La mise en demeure de déposer la déclaration des revenus du défunt doit être adressée à tous les héritiers

Aux termes de l’article 204 du Code Général des Impôts, en cas de décès d’un contribuable, l’impôt sur le revenu est établi notamment en raison des revenus dont le défunt a disposé pendant l’année de son décès.

Conformément aux termes de l’alinéa 2 du même article, « la déclaration des revenus imposables … est produite par les ayants droits du défunt. Le cas échéant, le notaire chargé de la succession peut produire cette déclaration à la demande des ayants droits si la succession n’est pas liquidée à la date de production de la déclaration.

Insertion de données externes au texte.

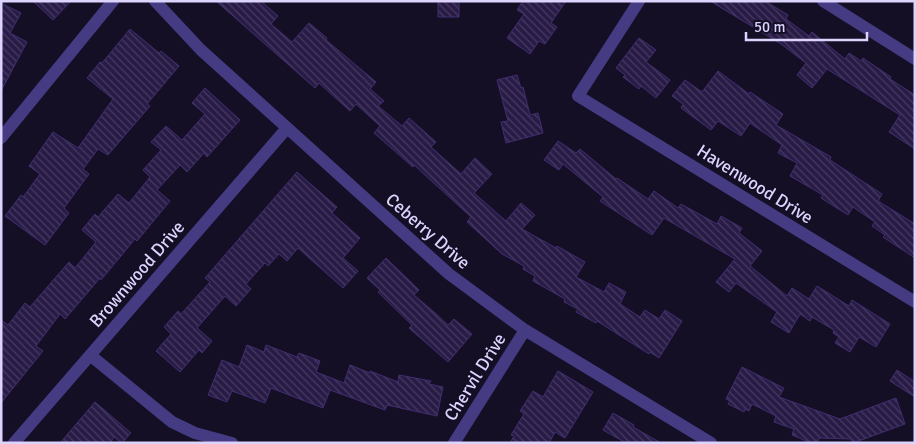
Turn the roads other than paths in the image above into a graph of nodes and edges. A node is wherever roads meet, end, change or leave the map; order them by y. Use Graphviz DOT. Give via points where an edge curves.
graph roads {
  1 [pos="113,1"];
  2 [pos="155,1"];
  3 [pos="638,1"];
  4 [pos="823,1"];
  5 [pos="915,59"];
  6 [pos="287,128"];
  7 [pos="1,138"];
  8 [pos="915,302"];
  9 [pos="525,330"];
  10 [pos="90,355"];
  11 [pos="14,443"];
  12 [pos="232,443"];
  13 [pos="454,443"];
  14 [pos="711,443"];
  1 -- 7 [label="street"];
  2 -- 6 [label="street, Ceberry Drive" via="201,50"];
  3 -- 8 [label="street, Havenwood Drive" via="578,96"];
  4 -- 5 [label="street"];
  6 -- 9 [label="street, Ceberry Drive" via="449,274"];
  6 -- 10 [label="street, Brownwood Drive"];
  9 -- 13 [label="street, Chervil Drive"];
  9 -- 14 [label="street, Ceberry Drive"];
  10 -- 11 [label="street, Brownwood Drive"];
  10 -- 12 [label="street" via="172,422 195,433"];
}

Elle est soumise aux règles et sanctions prévues à l’égard des déclarations annuelles. »

Au cas d’espèce, Monsieur A était décédé le 4 octobre 2015, en ayant omis de déclarer ses revenus de l’année 2014 au printemps 2015.

L’Administration avait dès lors notifié le 16 février 2016 à seulement l’un des héritiers une mise en demeure de déposer cette déclaration.

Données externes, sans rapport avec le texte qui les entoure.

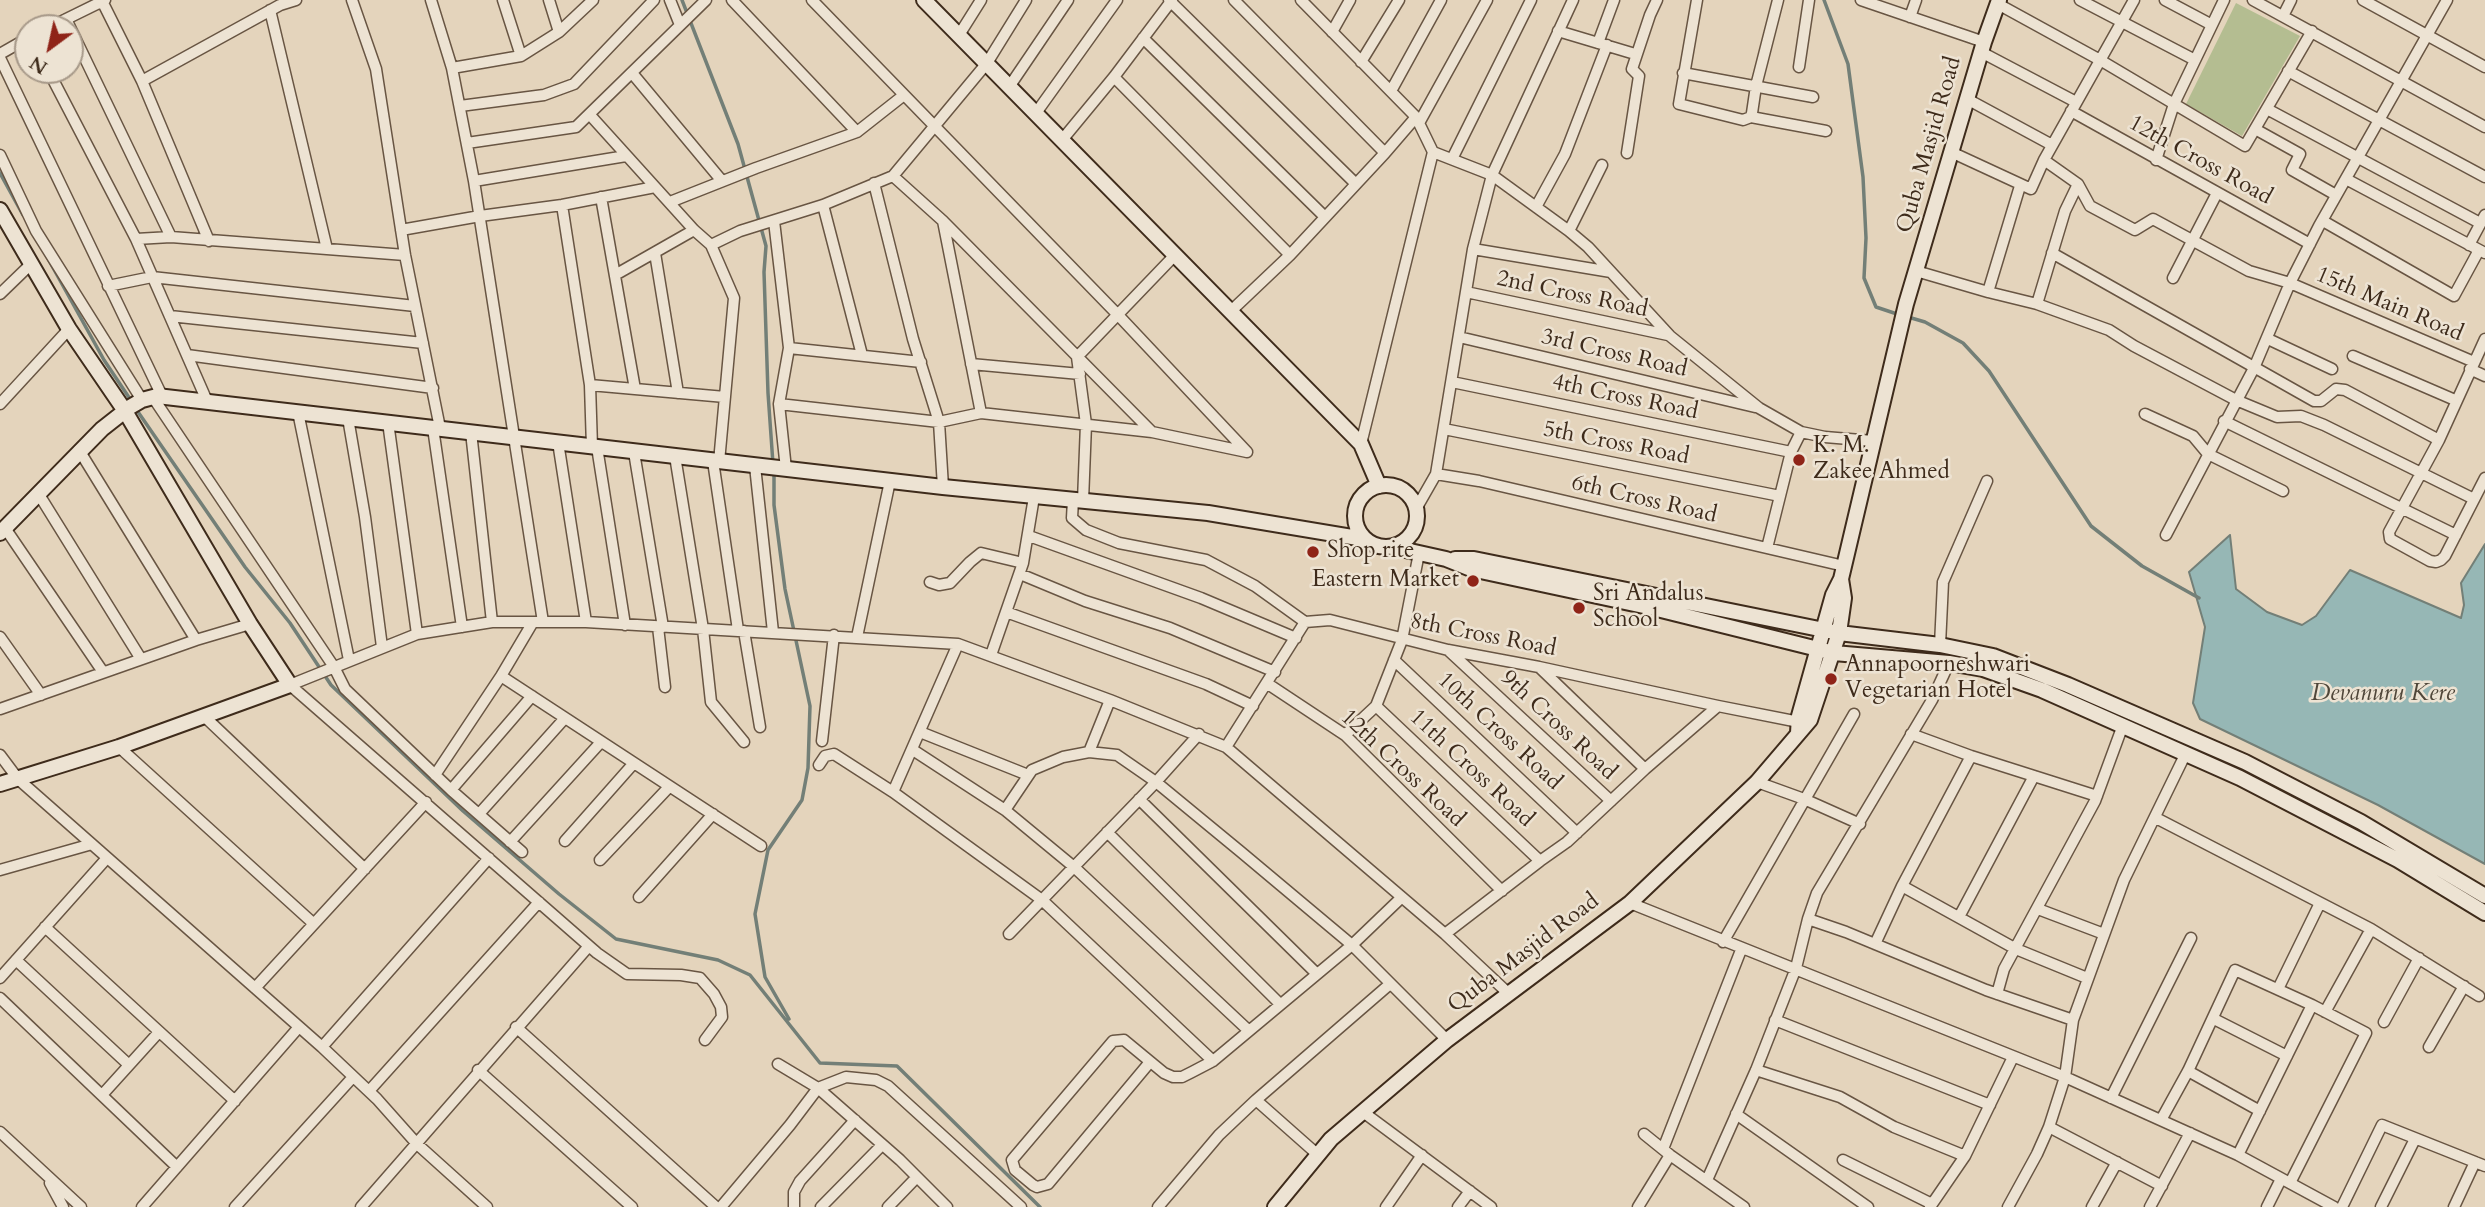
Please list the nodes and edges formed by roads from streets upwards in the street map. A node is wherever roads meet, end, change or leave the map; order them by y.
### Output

Le destinataire de ce pli n’avait pas retiré cette mise en demeure, et il en était résulté une taxation d’office assortie de la majoration prévue par l’article 1728 du CGI, soit une amende de 40%.

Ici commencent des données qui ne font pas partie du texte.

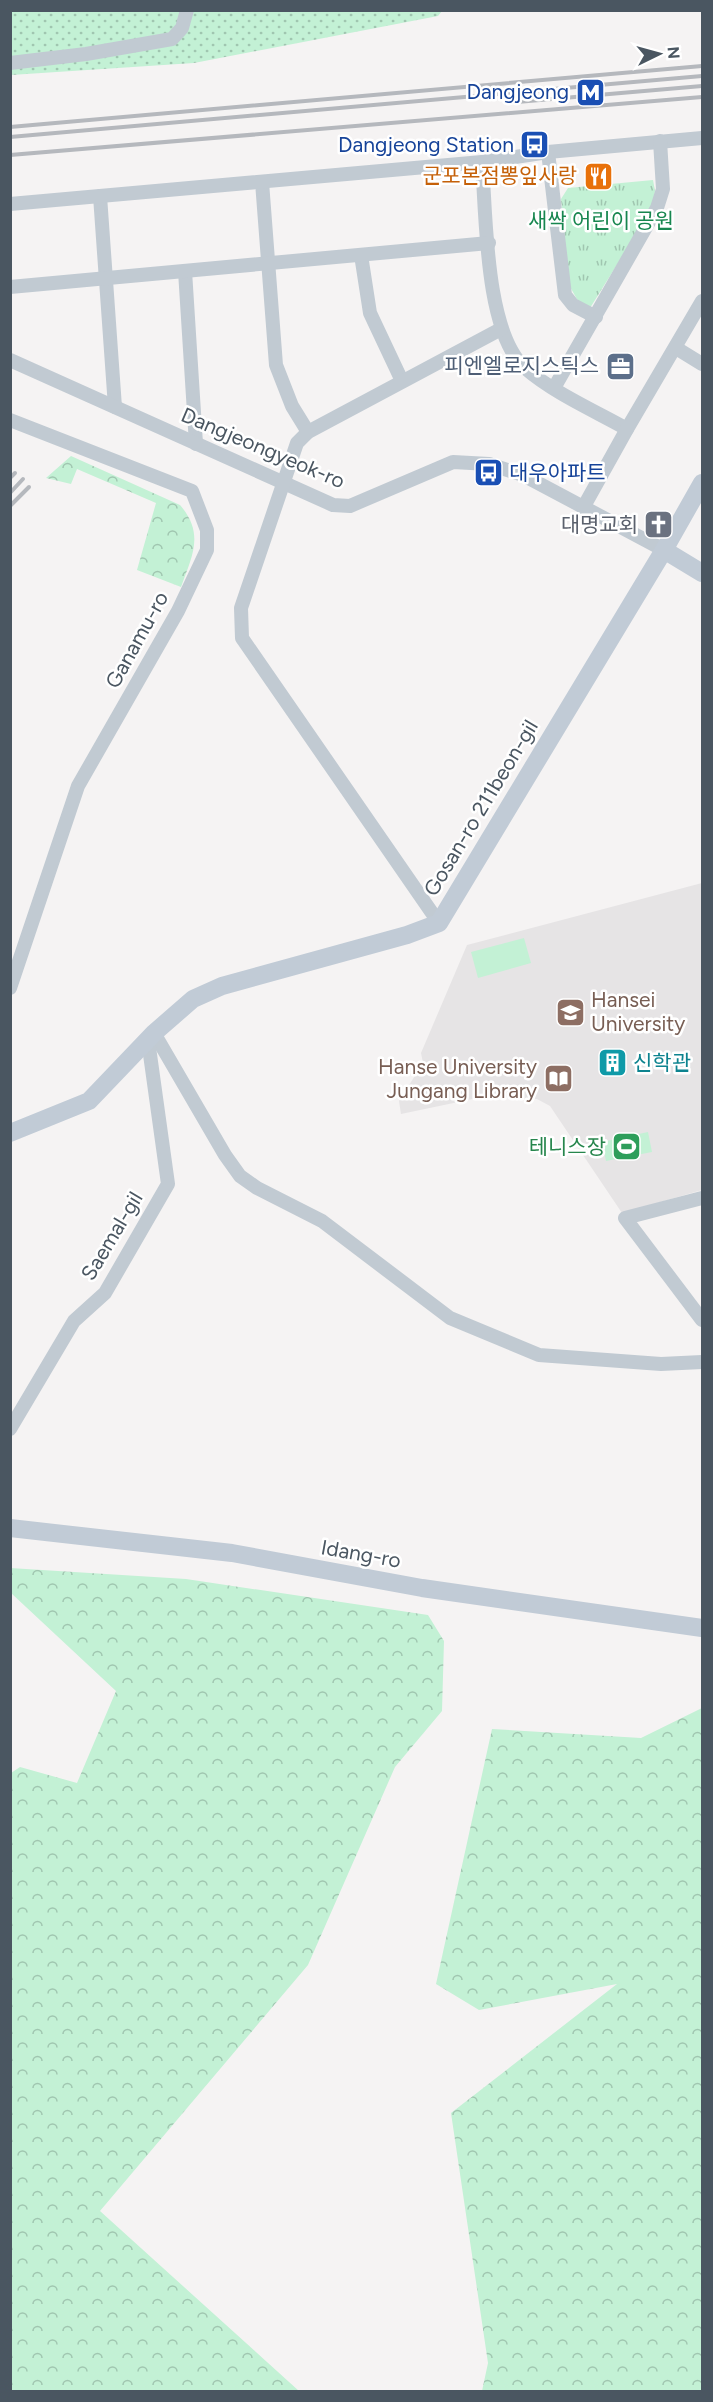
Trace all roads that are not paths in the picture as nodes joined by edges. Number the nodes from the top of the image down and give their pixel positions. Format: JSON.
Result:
{"nodes":[{"id":1,"x":187,"y":10,"type":"edge"},
{"id":2,"x":10,"y":63,"type":"edge"},
{"id":3,"x":702,"y":138,"type":"edge"},
{"id":4,"x":660,"y":141,"type":"junction"},
{"id":5,"x":548,"y":152,"type":"junction"},
{"id":6,"x":482,"y":162,"type":"junction"},
{"id":7,"x":262,"y":182,"type":"junction"},
{"id":8,"x":100,"y":196,"type":"junction"},
{"id":9,"x":10,"y":204,"type":"edge"},
{"id":10,"x":489,"y":243,"type":"junction"},
{"id":11,"x":361,"y":255,"type":"junction"},
{"id":12,"x":268,"y":263,"type":"junction"},
{"id":13,"x":185,"y":271,"type":"junction"},
{"id":14,"x":106,"y":278,"type":"junction"},
{"id":15,"x":10,"y":287,"type":"edge"},
{"id":16,"x":702,"y":301,"type":"edge"},
{"id":17,"x":596,"y":317,"type":"junction"},
{"id":18,"x":501,"y":329,"type":"junction"},
{"id":19,"x":676,"y":348,"type":"junction"},
{"id":20,"x":10,"y":360,"type":"edge"},
{"id":21,"x":702,"y":364,"type":"edge"},
{"id":22,"x":402,"y":381,"type":"junction"},
{"id":23,"x":554,"y":388,"type":"junction"},
{"id":24,"x":115,"y":407,"type":"junction"},
{"id":25,"x":10,"y":420,"type":"edge"},
{"id":26,"x":627,"y":429,"type":"junction"},
{"id":27,"x":308,"y":432,"type":"junction"},
{"id":28,"x":196,"y":444,"type":"junction"},
{"id":29,"x":702,"y":483,"type":"edge"},
{"id":30,"x":282,"y":484,"type":"junction"},
{"id":31,"x":583,"y":508,"type":"junction"},
{"id":32,"x":664,"y":550,"type":"junction"},
{"id":33,"x":702,"y":573,"type":"edge"},
{"id":34,"x":439,"y":923,"type":"junction"},
{"id":35,"x":10,"y":988,"type":"edge"},
{"id":36,"x":151,"y":1037,"type":"junction"},
{"id":37,"x":10,"y":1133,"type":"edge"},
{"id":38,"x":702,"y":1198,"type":"edge"},
{"id":39,"x":702,"y":1320,"type":"edge"},
{"id":40,"x":702,"y":1362,"type":"edge"},
{"id":41,"x":10,"y":1429,"type":"edge"},
{"id":42,"x":10,"y":1528,"type":"edge"},
{"id":43,"x":702,"y":1628,"type":"edge"}],
"edges":[{"from":1,"to":2,"type":"street"},
{"from":3,"to":4,"type":"street"},
{"from":4,"to":5,"type":"street"},
{"from":4,"to":17,"type":"street"},
{"from":5,"to":6,"type":"street"},
{"from":5,"to":17,"type":"street"},
{"from":6,"to":7,"type":"street"},
{"from":6,"to":10,"type":"street"},
{"from":7,"to":8,"type":"street"},
{"from":7,"to":12,"type":"street"},
{"from":8,"to":9,"type":"street"},
{"from":8,"to":14,"type":"street"},
{"from":10,"to":11,"type":"street"},
{"from":10,"to":18,"type":"street"},
{"from":11,"to":12,"type":"street"},
{"from":11,"to":22,"type":"street"},
{"from":12,"to":13,"type":"street"},
{"from":12,"to":27,"type":"street"},
{"from":13,"to":14,"type":"street"},
{"from":13,"to":28,"type":"street"},
{"from":14,"to":15,"type":"street"},
{"from":14,"to":24,"type":"street"},
{"from":16,"to":19,"type":"street"},
{"from":17,"to":23,"type":"street"},
{"from":18,"to":22,"type":"street"},
{"from":18,"to":23,"type":"street"},
{"from":19,"to":21,"type":"street"},
{"from":19,"to":26,"type":"street"},
{"from":20,"to":24,"type":"street","name":"Dangjeongyeok-ro"},
{"from":22,"to":27,"type":"street"},
{"from":23,"to":26,"type":"street"},
{"from":24,"to":28,"type":"street","name":"Dangjeongyeok-ro"},
{"from":25,"to":35,"type":"street","name":"Ganamu-ro"},
{"from":26,"to":31,"type":"street"},
{"from":27,"to":30,"type":"street"},
{"from":28,"to":30,"type":"street","name":"Dangjeongyeok-ro"},
{"from":29,"to":32,"type":"street","name":"Gosan-ro 211beon-gil"},
{"from":30,"to":31,"type":"street","name":"Dangjeongyeok-ro"},
{"from":30,"to":34,"type":"street"},
{"from":31,"to":32,"type":"street","name":"Dangjeongyeok-ro"},
{"from":32,"to":33,"type":"street"},
{"from":32,"to":34,"type":"street","name":"Gosan-ro 211beon-gil"},
{"from":34,"to":36,"type":"street","name":"Gosan-ro 211beon-gil"},
{"from":36,"to":37,"type":"street","name":"Gosan-ro 211beon-gil"},
{"from":36,"to":40,"type":"street"},
{"from":36,"to":41,"type":"street","name":"Saemal-gil"},
{"from":38,"to":39,"type":"street"},
{"from":42,"to":43,"type":"street","name":"Idang-ro"}]}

Par la suite, une réclamation contentieuse avait été déposée par l’un des héritiers, à hauteur de sa quote-part dans la succession pour obtenir la décharge de ces amendes, au motif que la mise en demeure ne lui avait pas été adressée également.

L’Administration soutenait qu’elle était autorisée à engager une procédure de taxation d’office, par le simple envoi d’une mise en demeure à l’un des ayants droits, considérant la deuxième partie de l’article 204-2 du CGI disposant : « les demandes d’éclaircissements de justifications prévues par les articles L 10 et L 16 du Livre des Procédures Fiscales, ainsi que les propositions de rectification mentionnées à l’article L 57 du même Livre peuvent être valablement adressées à l’un quelconque des ayants droits ou des signataires de la déclaration de la déclaration de succession. »

Le Tribunal Administratif d’Orléans avait rejeté la demande de ce contribuable, mais la Cour d’Appel de Nantes, dans sa décision du 28 juin 2019 (Requête 18NT00021) a fait logiquement droit à sa demande en se basant strictement sur les termes de l’article sus visé.

Elle a donc rappelé à l’Administration Fiscale qu’elle était certes autorisée à adresser des demandes d’éclaircissements de justifications, voire une proposition de rectifications en s’adressant simplement à l’un des ayants droits, mais que cette possibilité n’était pas prévue lorsque l’Administration adressait une mise en demeure de déclaration de revenus du défunt. Et dans cette hypothèse, la Cour a considéré que cette mise en demeure devait être adressée à tous les ayants droits du défunt.

Cette décision est importante, car l’Administration fiscale a pris depuis plusieurs années l’habitude d’adresser ce type de mises en demeure à seulement l’un des ayants droits, ce qui rend, dès lors la procédure d’imposition irrégulière.

Nous précisons enfin, que cette obligation vaut également lorsque l’Administration Fiscale adresse une mise en demeure de produire une déclaration de revenus non produite par le défunt, au cours des années antérieures à son décès.